The first line that throws me off is “Familiar by thy side”, since none of the witch characters seem to have familiars except for Agatha, and she seems to have left Señor Scratchy behind when she and her group went down the stairs to the Road. To further emphasize the importance of the ballad to the show, the episode titles for Season 1 are lyrics to the song, so we can probably expect an episode titled “Familiar By Thy Side” at some point. Maybe the witches will get their own pets there, or we’ll find out that they all already have familiars and can summon them at will. Since the MCU has essentially said nothing about what familiars are or what they can do (partly because of a pivotal scene involving Señor Scratchy be cut off from the WandaVision end), all sorts of things can happen with this.

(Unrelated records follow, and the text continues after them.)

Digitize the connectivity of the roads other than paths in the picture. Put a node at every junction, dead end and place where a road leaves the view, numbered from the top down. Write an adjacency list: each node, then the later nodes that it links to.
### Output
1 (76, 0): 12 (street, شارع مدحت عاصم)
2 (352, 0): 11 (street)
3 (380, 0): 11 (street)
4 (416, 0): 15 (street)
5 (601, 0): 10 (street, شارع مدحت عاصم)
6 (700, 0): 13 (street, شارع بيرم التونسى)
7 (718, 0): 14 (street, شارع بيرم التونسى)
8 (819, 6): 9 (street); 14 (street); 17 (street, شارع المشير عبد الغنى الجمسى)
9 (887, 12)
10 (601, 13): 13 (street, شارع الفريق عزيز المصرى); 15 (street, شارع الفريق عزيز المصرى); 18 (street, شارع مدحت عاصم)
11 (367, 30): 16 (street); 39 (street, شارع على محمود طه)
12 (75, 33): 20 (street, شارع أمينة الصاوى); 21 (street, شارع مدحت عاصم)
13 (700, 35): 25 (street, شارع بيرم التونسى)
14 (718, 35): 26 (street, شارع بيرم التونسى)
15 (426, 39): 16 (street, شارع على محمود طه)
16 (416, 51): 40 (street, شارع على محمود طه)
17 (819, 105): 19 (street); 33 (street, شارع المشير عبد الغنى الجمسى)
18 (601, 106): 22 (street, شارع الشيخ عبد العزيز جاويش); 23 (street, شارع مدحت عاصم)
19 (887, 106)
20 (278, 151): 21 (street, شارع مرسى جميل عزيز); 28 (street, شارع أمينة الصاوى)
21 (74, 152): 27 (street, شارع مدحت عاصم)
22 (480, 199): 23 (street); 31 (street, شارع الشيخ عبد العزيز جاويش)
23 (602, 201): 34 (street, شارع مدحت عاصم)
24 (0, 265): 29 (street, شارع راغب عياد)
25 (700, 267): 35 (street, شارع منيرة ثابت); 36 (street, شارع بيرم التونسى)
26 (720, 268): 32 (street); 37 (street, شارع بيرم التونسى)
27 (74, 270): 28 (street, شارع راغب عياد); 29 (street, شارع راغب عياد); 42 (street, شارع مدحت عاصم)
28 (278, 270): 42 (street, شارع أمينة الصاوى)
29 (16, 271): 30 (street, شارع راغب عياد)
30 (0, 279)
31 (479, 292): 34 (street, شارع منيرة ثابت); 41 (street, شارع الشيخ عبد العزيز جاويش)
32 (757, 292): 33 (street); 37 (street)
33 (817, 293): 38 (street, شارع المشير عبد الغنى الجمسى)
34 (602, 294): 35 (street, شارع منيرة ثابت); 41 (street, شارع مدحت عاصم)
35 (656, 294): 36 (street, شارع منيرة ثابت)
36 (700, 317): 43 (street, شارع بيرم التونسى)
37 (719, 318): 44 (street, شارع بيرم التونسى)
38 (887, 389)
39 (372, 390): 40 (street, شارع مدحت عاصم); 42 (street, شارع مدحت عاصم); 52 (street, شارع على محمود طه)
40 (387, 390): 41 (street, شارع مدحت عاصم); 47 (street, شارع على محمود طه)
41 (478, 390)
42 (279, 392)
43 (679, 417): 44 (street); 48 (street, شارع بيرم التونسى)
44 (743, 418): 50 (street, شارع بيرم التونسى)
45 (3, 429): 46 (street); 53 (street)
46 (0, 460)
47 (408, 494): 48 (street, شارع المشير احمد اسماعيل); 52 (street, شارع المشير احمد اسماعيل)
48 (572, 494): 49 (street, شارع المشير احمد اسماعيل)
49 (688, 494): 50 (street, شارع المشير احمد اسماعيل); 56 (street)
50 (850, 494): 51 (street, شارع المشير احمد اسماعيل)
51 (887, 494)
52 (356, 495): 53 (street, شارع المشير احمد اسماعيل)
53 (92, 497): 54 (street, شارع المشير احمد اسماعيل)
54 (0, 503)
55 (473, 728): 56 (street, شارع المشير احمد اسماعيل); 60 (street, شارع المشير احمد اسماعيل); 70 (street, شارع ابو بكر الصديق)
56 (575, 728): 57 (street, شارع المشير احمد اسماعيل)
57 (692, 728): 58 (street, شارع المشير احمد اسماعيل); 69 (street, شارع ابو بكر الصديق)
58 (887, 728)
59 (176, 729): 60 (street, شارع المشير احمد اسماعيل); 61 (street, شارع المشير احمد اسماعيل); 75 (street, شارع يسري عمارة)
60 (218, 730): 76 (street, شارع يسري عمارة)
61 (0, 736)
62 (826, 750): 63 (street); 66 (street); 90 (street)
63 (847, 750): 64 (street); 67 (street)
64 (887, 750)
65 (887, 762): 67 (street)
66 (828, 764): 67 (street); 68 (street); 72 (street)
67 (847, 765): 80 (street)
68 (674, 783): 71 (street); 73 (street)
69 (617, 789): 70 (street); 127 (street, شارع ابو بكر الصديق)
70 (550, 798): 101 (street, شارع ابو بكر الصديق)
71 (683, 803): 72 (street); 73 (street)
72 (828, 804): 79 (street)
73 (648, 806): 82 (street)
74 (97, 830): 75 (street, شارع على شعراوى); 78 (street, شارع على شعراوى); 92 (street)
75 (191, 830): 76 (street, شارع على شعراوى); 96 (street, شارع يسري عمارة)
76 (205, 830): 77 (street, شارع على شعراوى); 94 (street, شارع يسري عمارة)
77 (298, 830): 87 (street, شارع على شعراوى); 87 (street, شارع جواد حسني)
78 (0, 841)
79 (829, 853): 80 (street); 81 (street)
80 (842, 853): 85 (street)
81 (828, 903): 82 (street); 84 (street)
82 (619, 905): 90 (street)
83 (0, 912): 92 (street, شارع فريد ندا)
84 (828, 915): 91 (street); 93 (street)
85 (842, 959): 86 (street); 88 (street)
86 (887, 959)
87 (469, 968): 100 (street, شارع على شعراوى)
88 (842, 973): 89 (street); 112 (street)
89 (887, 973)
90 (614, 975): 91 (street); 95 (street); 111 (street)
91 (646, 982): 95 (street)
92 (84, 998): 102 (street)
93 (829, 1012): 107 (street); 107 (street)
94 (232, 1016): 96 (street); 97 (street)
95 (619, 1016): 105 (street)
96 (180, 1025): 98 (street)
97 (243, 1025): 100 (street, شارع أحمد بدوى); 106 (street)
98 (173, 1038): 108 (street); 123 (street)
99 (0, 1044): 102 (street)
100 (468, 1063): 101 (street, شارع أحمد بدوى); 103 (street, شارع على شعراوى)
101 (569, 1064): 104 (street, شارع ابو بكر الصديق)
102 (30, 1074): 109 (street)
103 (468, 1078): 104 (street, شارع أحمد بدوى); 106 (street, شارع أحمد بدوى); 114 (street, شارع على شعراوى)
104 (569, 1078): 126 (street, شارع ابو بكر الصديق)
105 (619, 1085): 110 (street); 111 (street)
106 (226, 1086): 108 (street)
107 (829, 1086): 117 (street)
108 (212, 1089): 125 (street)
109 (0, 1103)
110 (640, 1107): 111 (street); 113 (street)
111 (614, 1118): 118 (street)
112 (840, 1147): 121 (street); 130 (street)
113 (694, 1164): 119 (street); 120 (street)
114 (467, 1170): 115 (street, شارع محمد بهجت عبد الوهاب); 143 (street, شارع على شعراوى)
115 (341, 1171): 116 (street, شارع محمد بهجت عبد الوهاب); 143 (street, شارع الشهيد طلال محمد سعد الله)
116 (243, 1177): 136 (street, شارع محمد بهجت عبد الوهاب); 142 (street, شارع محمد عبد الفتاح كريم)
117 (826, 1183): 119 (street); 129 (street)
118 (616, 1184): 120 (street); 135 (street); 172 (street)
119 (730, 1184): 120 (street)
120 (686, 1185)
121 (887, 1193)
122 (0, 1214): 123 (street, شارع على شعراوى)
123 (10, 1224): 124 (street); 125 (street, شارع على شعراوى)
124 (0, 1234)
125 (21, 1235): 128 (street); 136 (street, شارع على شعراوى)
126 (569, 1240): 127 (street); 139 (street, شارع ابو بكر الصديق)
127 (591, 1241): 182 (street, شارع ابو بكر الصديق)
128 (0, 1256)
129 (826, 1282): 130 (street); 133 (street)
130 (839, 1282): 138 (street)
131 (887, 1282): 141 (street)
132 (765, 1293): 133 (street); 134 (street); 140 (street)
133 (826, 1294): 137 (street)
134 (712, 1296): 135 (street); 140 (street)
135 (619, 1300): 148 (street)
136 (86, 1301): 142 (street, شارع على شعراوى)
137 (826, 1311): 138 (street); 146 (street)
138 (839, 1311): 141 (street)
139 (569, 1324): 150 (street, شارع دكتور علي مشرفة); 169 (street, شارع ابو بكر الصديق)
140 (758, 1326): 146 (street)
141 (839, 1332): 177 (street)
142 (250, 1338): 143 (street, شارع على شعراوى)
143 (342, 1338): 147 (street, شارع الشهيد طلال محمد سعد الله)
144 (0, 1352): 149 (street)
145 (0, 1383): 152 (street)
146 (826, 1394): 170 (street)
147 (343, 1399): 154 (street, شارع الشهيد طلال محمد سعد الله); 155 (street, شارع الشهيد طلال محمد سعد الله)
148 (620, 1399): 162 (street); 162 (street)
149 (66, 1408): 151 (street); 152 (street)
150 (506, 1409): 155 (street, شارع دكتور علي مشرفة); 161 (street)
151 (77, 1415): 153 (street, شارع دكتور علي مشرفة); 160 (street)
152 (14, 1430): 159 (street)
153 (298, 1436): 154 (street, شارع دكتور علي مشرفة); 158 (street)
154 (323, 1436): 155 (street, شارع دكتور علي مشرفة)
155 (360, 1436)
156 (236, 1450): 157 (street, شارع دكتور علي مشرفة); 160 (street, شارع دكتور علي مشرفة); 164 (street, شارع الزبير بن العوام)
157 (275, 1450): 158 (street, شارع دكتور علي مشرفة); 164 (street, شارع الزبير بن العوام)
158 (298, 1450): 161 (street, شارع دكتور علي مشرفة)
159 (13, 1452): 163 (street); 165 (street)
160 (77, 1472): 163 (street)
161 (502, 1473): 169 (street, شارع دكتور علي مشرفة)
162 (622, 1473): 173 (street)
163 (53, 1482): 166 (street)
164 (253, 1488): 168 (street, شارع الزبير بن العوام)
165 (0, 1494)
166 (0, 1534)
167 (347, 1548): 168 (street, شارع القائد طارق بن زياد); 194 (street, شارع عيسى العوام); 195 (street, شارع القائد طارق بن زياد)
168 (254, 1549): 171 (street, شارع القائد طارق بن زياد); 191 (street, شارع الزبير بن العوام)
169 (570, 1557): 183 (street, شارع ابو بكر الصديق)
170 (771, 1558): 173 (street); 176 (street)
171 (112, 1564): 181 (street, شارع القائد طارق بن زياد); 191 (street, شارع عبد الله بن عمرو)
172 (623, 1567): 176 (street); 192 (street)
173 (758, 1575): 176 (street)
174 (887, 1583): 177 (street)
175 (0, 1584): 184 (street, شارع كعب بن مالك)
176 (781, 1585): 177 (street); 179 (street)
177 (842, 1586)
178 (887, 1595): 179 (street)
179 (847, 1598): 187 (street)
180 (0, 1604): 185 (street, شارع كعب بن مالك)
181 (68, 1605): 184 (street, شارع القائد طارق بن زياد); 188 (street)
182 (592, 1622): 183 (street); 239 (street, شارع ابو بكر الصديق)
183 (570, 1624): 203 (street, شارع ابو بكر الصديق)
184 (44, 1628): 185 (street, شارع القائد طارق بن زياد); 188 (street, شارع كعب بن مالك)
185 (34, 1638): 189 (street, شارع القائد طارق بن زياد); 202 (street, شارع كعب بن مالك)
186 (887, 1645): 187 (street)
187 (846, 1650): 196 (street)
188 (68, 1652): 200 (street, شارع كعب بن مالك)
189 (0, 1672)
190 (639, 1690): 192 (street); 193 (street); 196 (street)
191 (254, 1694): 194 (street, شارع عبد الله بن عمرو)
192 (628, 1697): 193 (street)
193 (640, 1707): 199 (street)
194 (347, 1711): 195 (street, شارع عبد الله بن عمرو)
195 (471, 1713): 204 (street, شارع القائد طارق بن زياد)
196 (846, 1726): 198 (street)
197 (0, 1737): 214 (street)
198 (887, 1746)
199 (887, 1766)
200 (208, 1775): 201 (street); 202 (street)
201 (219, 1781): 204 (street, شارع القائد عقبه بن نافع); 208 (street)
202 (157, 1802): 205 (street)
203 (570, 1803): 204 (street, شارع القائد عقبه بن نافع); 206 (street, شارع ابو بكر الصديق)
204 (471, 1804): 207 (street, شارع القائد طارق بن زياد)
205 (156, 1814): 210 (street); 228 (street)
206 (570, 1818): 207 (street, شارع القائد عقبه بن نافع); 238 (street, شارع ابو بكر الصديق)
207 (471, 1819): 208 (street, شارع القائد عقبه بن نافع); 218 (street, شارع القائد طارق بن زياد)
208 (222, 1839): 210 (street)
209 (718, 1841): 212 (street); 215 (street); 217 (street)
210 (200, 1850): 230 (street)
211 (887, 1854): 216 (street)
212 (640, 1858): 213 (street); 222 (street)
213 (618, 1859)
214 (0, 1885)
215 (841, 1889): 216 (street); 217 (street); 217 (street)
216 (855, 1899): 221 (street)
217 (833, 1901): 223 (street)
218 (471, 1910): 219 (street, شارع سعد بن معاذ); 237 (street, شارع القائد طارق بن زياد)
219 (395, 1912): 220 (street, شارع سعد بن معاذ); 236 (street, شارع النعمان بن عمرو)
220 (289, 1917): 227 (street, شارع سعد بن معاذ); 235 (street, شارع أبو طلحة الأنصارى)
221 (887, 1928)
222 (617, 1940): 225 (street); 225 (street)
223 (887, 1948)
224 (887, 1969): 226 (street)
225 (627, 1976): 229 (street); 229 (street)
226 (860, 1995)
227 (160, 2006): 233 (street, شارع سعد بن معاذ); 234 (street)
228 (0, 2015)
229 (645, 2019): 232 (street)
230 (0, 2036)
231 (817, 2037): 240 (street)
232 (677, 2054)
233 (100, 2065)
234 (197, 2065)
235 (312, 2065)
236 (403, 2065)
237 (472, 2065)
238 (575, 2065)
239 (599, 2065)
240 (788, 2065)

But the payoff I’m most interested in is the one where we find out what “all that is wrong is right and all that is bad is right” means. The MCU has never before suggested that all witches’ magic is inherently evil and malevolent, so I expect that line refers to an event that reveals something more about what it means to be a witch in this setting. Perhaps there’s a test the characters must pass by treating fair as foul and foul as fair, a line from the witches in Shakespeare’s Macbeth that’s explicitly stated in the song’s opening line. It’s hard to believe that those lines mean something as simple as “witchcraft is evil and all witches are monsters” — not in an environment as friendly to monsters as the MCU.

Whatever it means, it’s clear that Schaeffer wants viewers to look to the song (and the episode titles) for clues as to what’s going on. Agatha and the coven have already begun quoting the song’s lyrics as rules and guidelines, and I suspect they’ll soon be thinking the same thing, attempting to dissect and interpret the lyrics to figure out what comes next. They’ll likely start speculating about the song as early as Episode 4, as they decide what to do with Sharon. We might as well join them.